Sperm Test

Semen analysis is also called a sperm test.

For this test a sample of semen is required. This is usually produced by masturbation into a sterile pot. Special semen collection condoms (available from the clinic) can also be used for collecting a sample. Normal condoms should not be used as they contain chemicals to kill sperm. Semen is the fluid ejaculated from the penis when a man has an orgasm. It normally contains both fluid (semen) and sperm. The semen needs to be analysed in the laboratory within one hour of production, otherwise the sperm will begin to die. A sperm test will make sure that sperm are present and will provide details on the swimming ability and structure of the sperm.

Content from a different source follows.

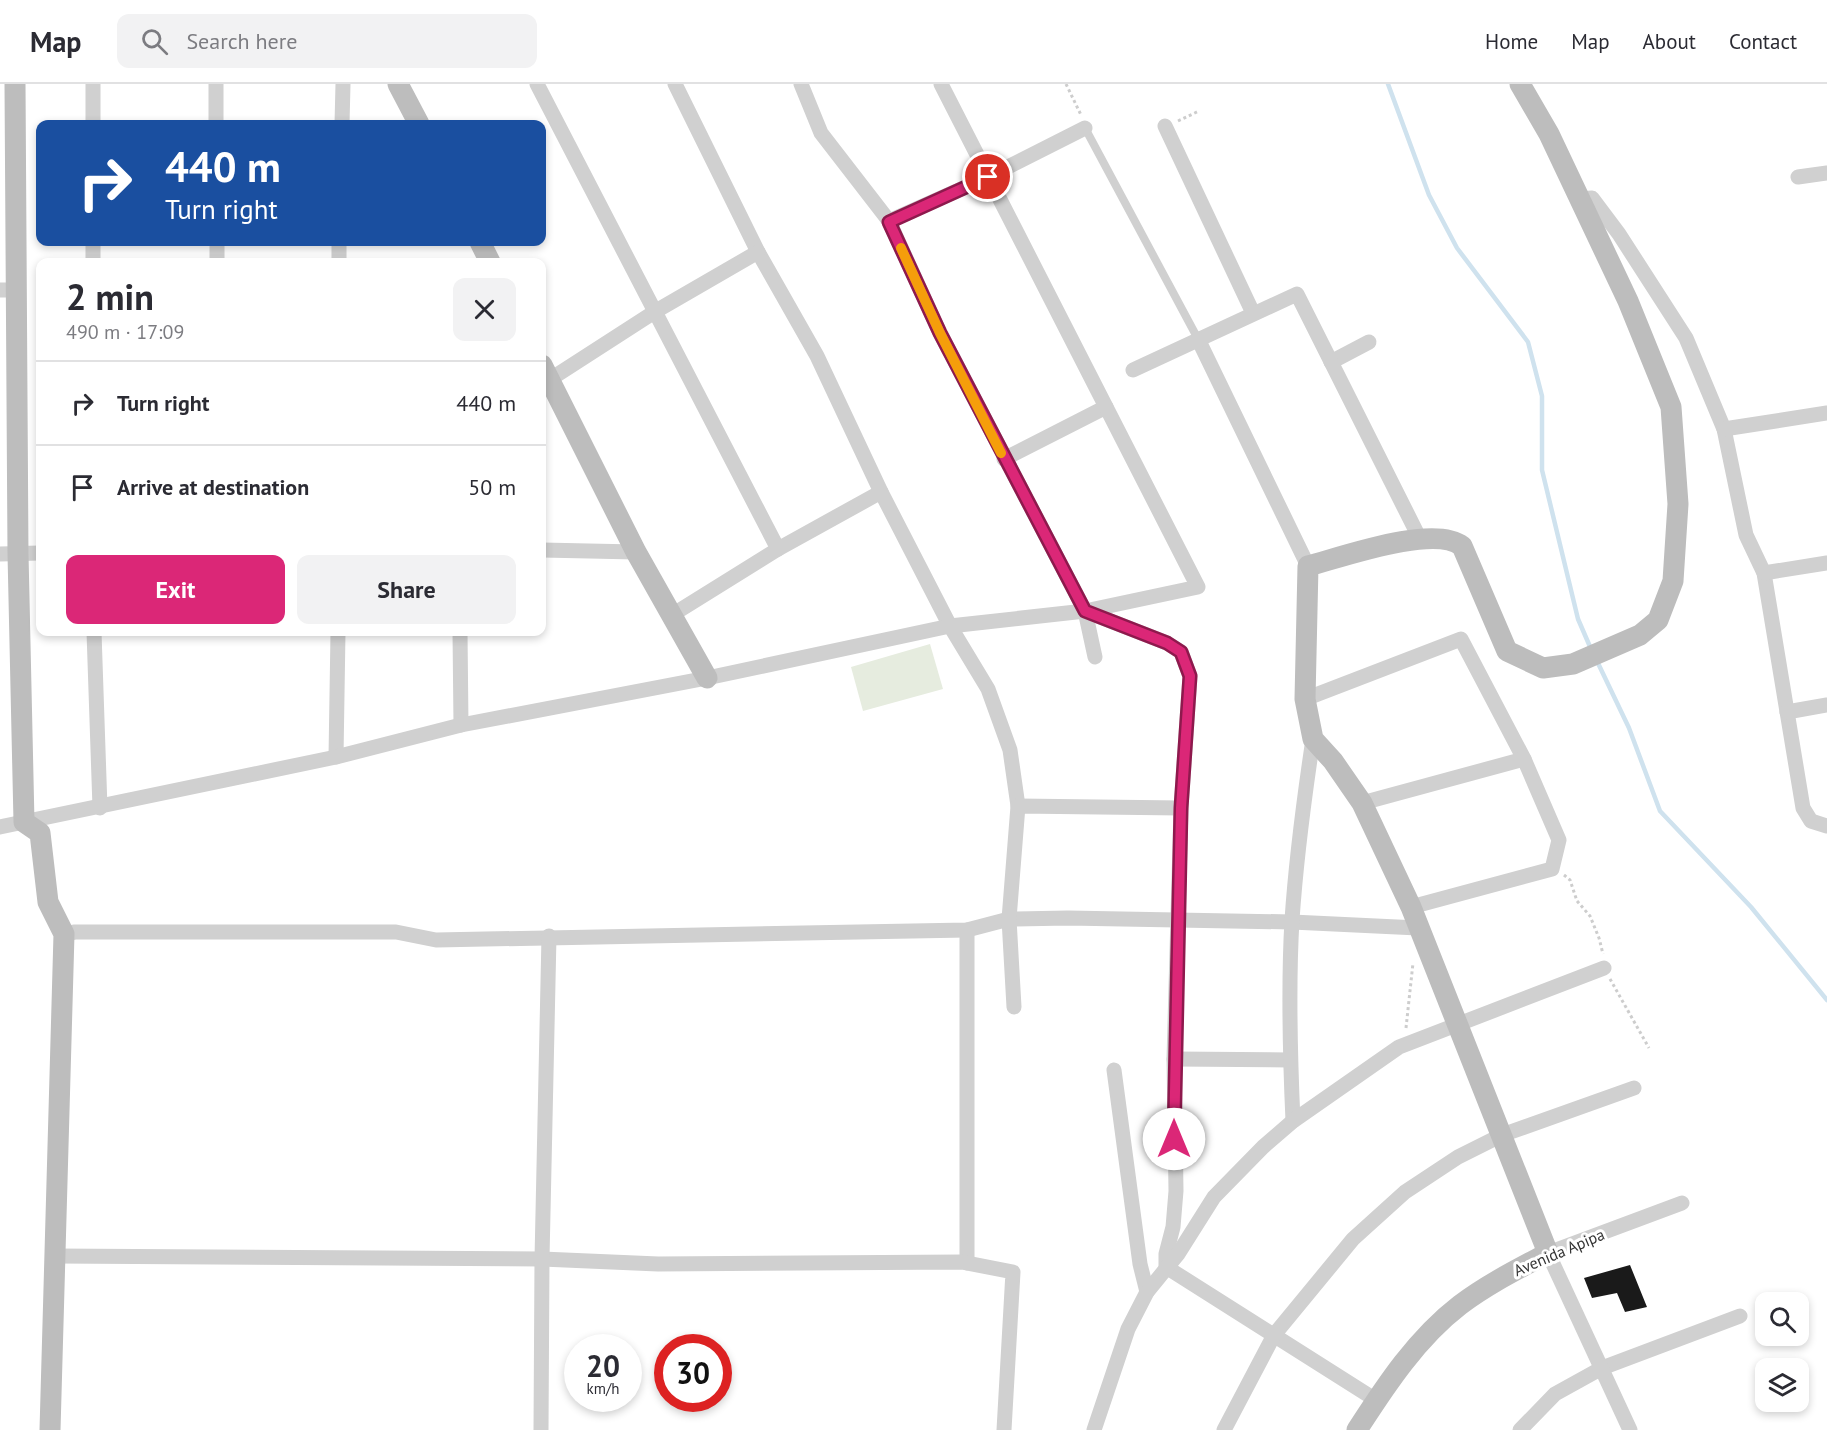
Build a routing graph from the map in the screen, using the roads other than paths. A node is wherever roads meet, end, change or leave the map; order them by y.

Sperm tests should be done in specialised laboratories that contain trained staff using the correct equipment. We will require you to undertake a sperm test in one of our accredited fertility laboratories, as other laboratories cannot provide a complete and accurate assessment. We use the WHO 2010 guidelines to grade the results of the sperm tests as normal or abnormal.

A semen analysis reports on

  • the volume of semen ejaculated. The volume should be between 1.5-6mls. Low volumes are associated with infertility, while high volumes are seen when there are problems with the prostate gland or seminal vesicles.
  • the colour and consistency of the semen. Semen that is very thick (viscous) will often result in lower pregnancy rates. Sometimes many white cells can be seen, suggesting an infection.
  • time to liquefy of the semen. The ejaculated semen is thick, and will turn into a liquid within 10-30 minutes of being produced. If the semen does not liquefy, then the sperm will have difficulty in swimming into the womb.
  • Number of sperm. Both the total number of sperm in the ejaculate, and the concentration of sperm (ie number of sperms per ml of semen) are reported. The lower the numbers of sperm the lower the chance of pregnancy occurring naturally. When no sperm are seen, despite detailed searching, this is called azoospermia. A normal sperm concentration is 20 million sperm/ml of semen or more.
  • the sperm’s ability to swim (motility).  The sperm test result will give you the percentages of sperm that cannot swim, those that can swim around in circles but not move forwards, and those that can move forwards. At least 50% of the sperm should be able to swim in a fast forward direction. When the sperm cannot swim well, fertility rates are low.
  • Morphology or the normal appearing structure and size of sperm is important for healthy sperm to get inside the egg. Specialised miscroscopes are needed to assess this properly. Sperm abnormalities can be seen in the head, mid-piece or tail of the sperm. A large proportion of human sperm are abnormal and a normal result is that 5% or more of the sperm should have normal morphology
  • Sperm antibody testing. This test is performed on sperm to see if they have higher than normal levels of small molecules called antibodies that might block the sperm from being able to get inside an egg.

A blood test to look for genetic causes of sperm problems is also available. This blood test, called a “male reproductive genetic profile” currently reveals a genetic cause for around 5% (1 in 20) men with very low numbers of sperm or absent sperm production. It is believed by researchers around the world that as science discovers more and more about our genetic make-up, a higher proportion of sperm problems will be found to have a genetic cause.